Would you copy each line of the records that includes the word "nodes"?
===
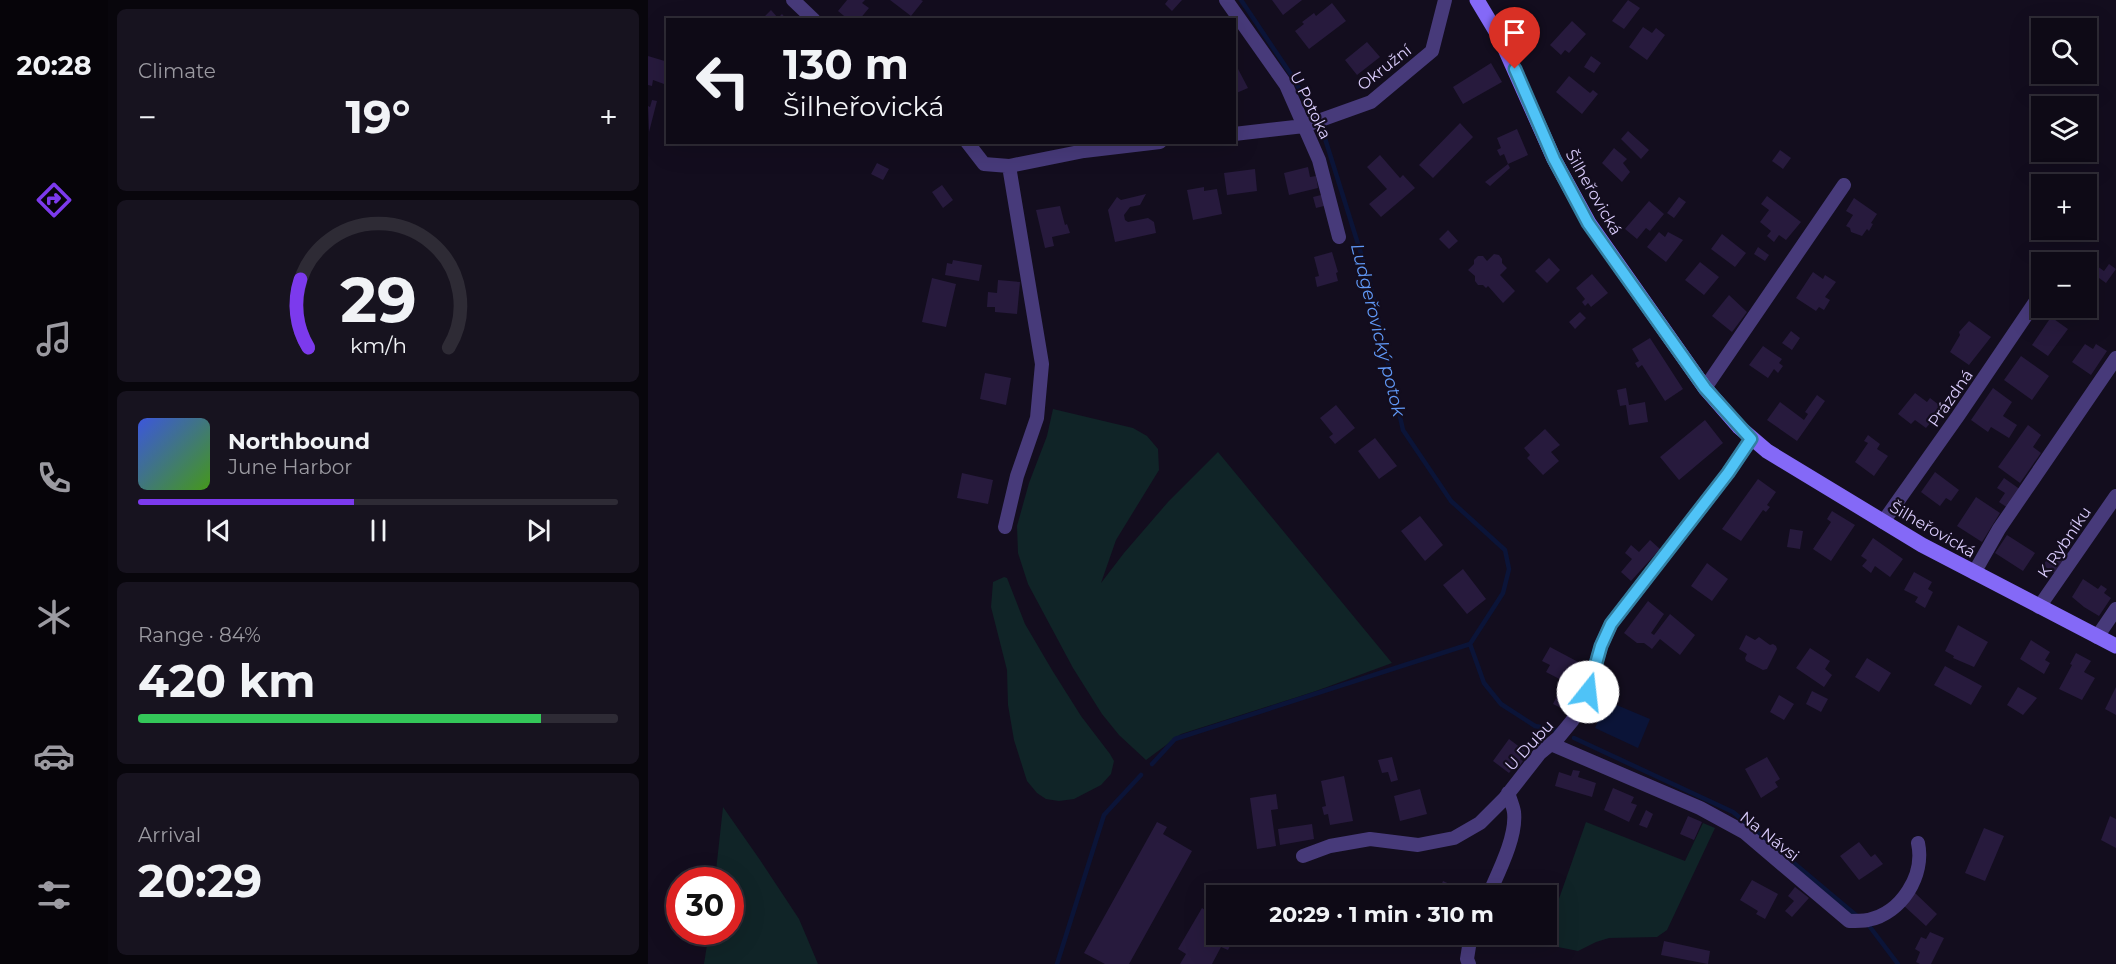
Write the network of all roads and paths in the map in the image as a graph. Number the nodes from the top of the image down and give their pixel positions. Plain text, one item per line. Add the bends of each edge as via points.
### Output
1 (794, 0) edge
2 (1226, 0) edge
3 (1445, 0) edge
4 (1477, 0) edge
5 (812, 18) edge
6 (1304, 126) junction
7 (1236, 134) edge
8 (969, 144) edge
9 (1143, 144) edge
10 (1009, 166) junction
11 (1844, 185) dead end
12 (1339, 237) dead end
13 (2031, 308) edge
14 (2116, 358) edge
15 (1705, 388) junction
16 (1751, 439) junction
17 (2116, 496) edge
18 (1883, 522) junction
19 (1005, 527) dead end
20 (1974, 573) junction
21 (2039, 608) junction
22 (2116, 609) edge
23 (2097, 637) junction
24 (2116, 646) edge
25 (1551, 744) junction
26 (1508, 793) junction
27 (1918, 843) dead end
28 (1303, 856) dead end
29 (1493, 885) edge
30 (1469, 945) edge
31 (1469, 964) edge

1 - 5 street
2 - 6 street, U Potoka via 1286,85
3 - 6 street, Okružní via 1432,51 1371,102
4 - 15 street, Šilheřovická via 1501,40 1554,159 1588,223
6 - 7 street, Okružní
6 - 12 street, U Potoka via 1319,160
8 - 10 street via 984,164
9 - 10 street
10 - 19 street via 1042,364 1037,418
11 - 15 street
13 - 18 street, Prázdná
14 - 20 street, Šilheřovická via 1999,529
15 - 16 street, Šilheřovická
16 - 18 street, Šilheřovická
16 - 25 street, U Dubu via 1611,624 1588,692 1572,721
17 - 21 street, K Rybníku
18 - 20 street, Šilheřovická
20 - 21 street, Šilheřovická
21 - 23 street, Šilheřovická
22 - 23 street
23 - 24 street, Šilheřovická
25 - 26 street, U Dubu via 1539,753
25 - 27 street, Na Návsi via 1700,808 1744,832 1849,921 1870,920 1900,900 1919,871
26 - 28 street, U Dubu via 1480,823 1454,838 1418,845 1370,839 1330,846
26 - 29 street via 1514,813 1512,832
30 - 31 street

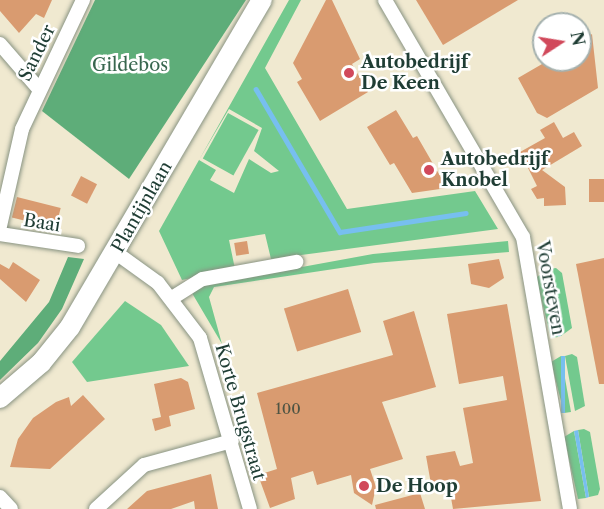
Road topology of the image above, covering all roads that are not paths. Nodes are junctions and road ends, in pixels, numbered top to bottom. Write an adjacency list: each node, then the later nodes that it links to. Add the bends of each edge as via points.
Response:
1 (83, 0): 5 (street, Sander)
2 (262, 0): 9 (main road, Plantijnlaan)
3 (386, 0): 18 (street, Voorsteven, via 523,237)
4 (0, 44): 5 (street)
5 (39, 88): 6 (street, Sander, via 22,129)
6 (0, 226)
7 (0, 234): 8 (street, Baai)
8 (78, 246)
9 (115, 252): 11 (street, Korte Brugstraat, via 150,275); 12 (main road, Plantijnlaan, via 51,352)
10 (296, 262): 11 (street, via 203,279)
11 (172, 298): 13 (street, Korte Brugstraat, via 210,362)
12 (0, 398)
13 (232, 441): 16 (street, via 144,465); 17 (street, Korte Brugstraat)
14 (0, 497): 15 (street)
15 (11, 509)
16 (96, 509)
17 (250, 509)
18 (570, 509)

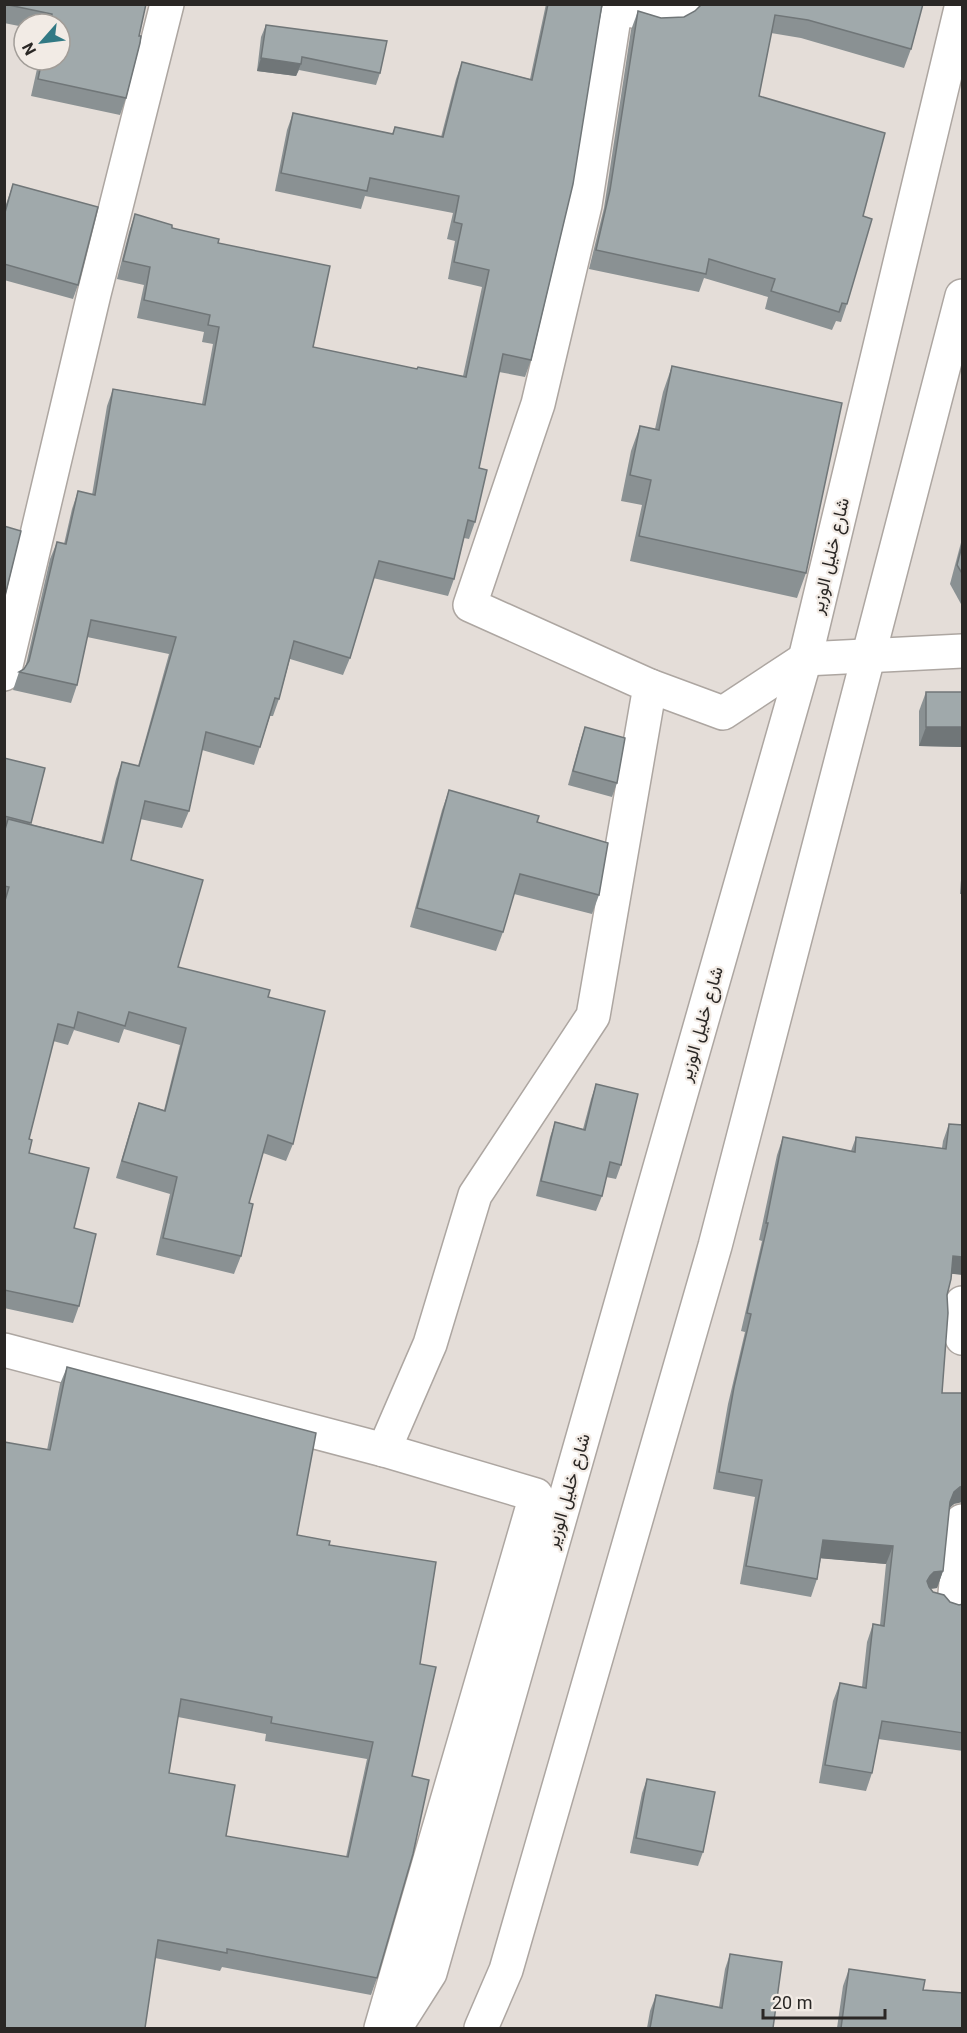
===
- [Output for this task]
Write the network of all roads and paths in the map in the image as a graph. Number the nodes from the top of the image down and give their pixel positions. Plain text, one item per line. Add the bends of each edge as via points.
Road topology of the image above, covering all roads that are not paths. Nodes are junctions and road ends, in pixels, numbered top to bottom. Write an adjacency list: each node, then the later nodes that it links to. Add the bends of each edge as via points.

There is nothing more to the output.